DIRECTIONS
Go through the records and show each line where the word "numbered" occurs.

SUPPLIED ENTRIES
= = = = = = =
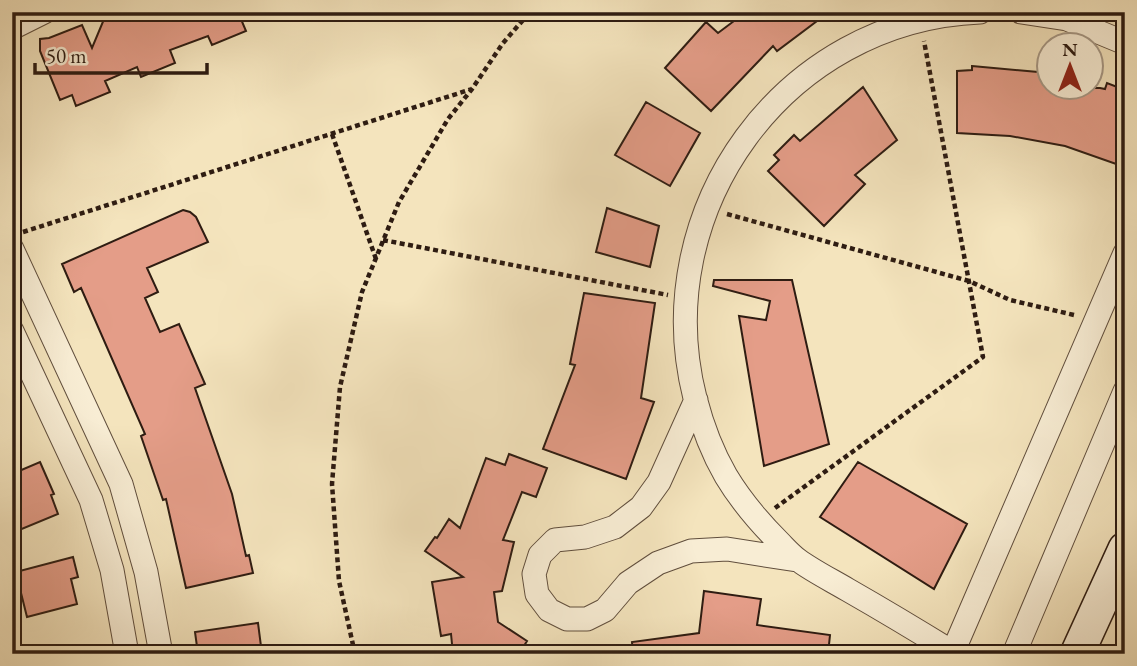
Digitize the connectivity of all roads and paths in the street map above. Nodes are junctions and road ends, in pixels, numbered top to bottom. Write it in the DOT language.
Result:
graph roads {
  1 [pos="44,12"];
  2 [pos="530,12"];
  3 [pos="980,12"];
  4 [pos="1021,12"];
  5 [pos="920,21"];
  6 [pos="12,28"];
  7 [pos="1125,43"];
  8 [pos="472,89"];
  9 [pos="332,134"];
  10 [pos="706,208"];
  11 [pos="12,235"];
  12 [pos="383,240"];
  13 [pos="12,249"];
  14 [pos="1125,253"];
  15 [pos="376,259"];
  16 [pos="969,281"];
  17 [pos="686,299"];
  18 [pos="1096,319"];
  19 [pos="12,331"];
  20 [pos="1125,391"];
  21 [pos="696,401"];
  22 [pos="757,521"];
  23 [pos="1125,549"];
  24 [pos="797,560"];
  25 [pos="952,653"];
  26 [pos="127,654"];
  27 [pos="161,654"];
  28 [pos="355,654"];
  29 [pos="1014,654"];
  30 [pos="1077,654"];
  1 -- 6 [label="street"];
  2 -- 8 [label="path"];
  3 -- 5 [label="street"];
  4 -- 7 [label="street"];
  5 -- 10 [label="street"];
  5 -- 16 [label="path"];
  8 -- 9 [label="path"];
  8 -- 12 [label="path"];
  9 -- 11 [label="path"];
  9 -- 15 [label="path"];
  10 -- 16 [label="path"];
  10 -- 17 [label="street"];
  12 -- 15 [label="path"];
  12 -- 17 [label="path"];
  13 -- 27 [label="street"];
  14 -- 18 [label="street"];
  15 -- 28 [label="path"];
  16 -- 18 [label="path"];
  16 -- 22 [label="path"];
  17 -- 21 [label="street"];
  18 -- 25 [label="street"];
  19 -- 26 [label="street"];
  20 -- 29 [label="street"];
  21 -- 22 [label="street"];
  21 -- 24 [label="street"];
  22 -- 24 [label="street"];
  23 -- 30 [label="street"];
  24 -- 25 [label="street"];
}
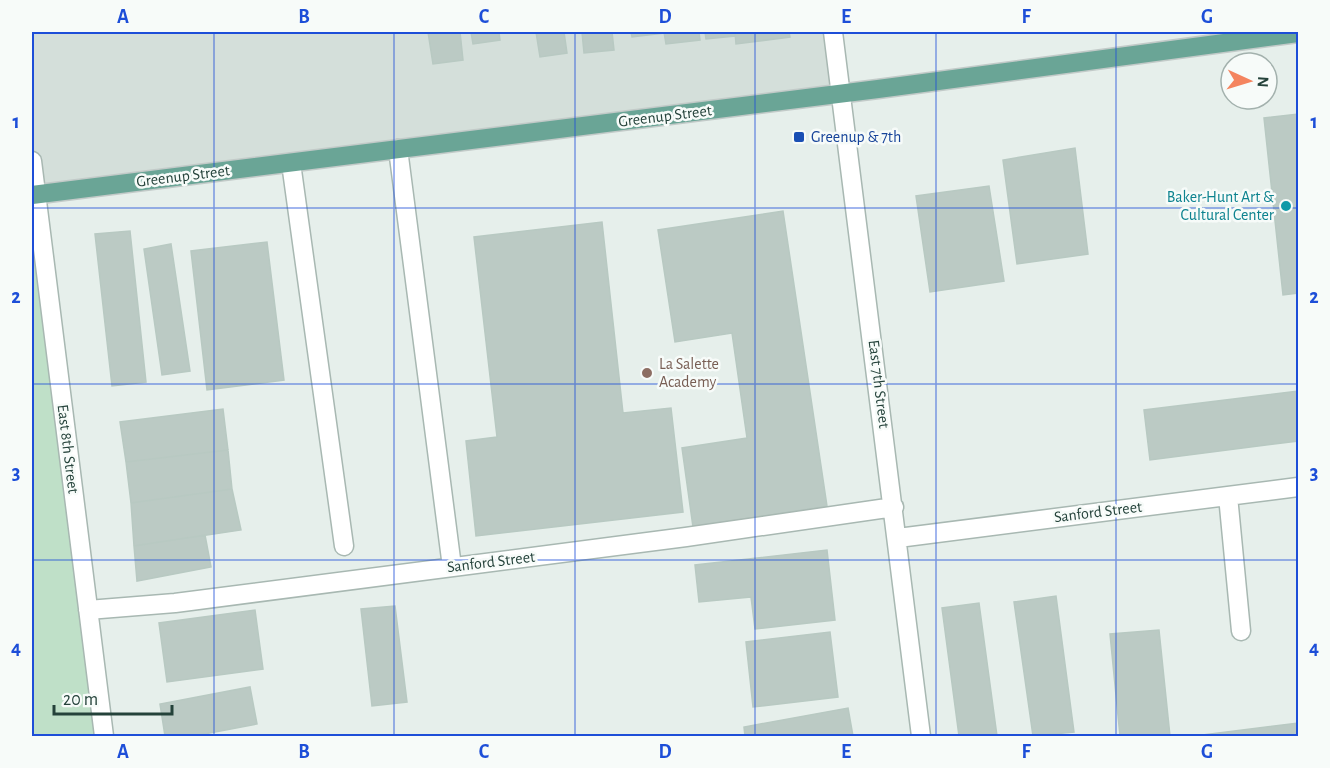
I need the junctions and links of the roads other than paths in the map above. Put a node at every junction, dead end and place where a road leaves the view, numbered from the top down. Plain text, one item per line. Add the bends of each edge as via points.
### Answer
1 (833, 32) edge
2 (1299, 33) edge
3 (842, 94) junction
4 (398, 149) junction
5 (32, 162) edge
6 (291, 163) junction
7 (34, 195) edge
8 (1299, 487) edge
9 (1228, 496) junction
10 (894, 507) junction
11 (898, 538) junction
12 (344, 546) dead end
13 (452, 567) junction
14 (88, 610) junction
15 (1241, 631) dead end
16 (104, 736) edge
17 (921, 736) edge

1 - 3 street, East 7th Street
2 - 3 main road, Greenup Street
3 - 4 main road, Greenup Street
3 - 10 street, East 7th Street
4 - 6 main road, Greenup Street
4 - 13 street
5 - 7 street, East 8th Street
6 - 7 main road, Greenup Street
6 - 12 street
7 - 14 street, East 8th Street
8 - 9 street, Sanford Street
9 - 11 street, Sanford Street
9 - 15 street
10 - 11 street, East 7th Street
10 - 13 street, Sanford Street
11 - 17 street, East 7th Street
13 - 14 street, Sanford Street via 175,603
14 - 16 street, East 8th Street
= = = = = = =
ANSWER TO THE PROBLEM
Digitize the connectivity of all roads and paths in the street map above. Nodes are junctions and road ends, in pixels, numbered top to bottom. Write it in the DOT language.
I need the junctions and links of the roads other than paths in the map above. Put a node at every junction, dead end and place where a road leaves the view, numbered from the top down. Plain text, one item per line. Add the bends of each edge as via points.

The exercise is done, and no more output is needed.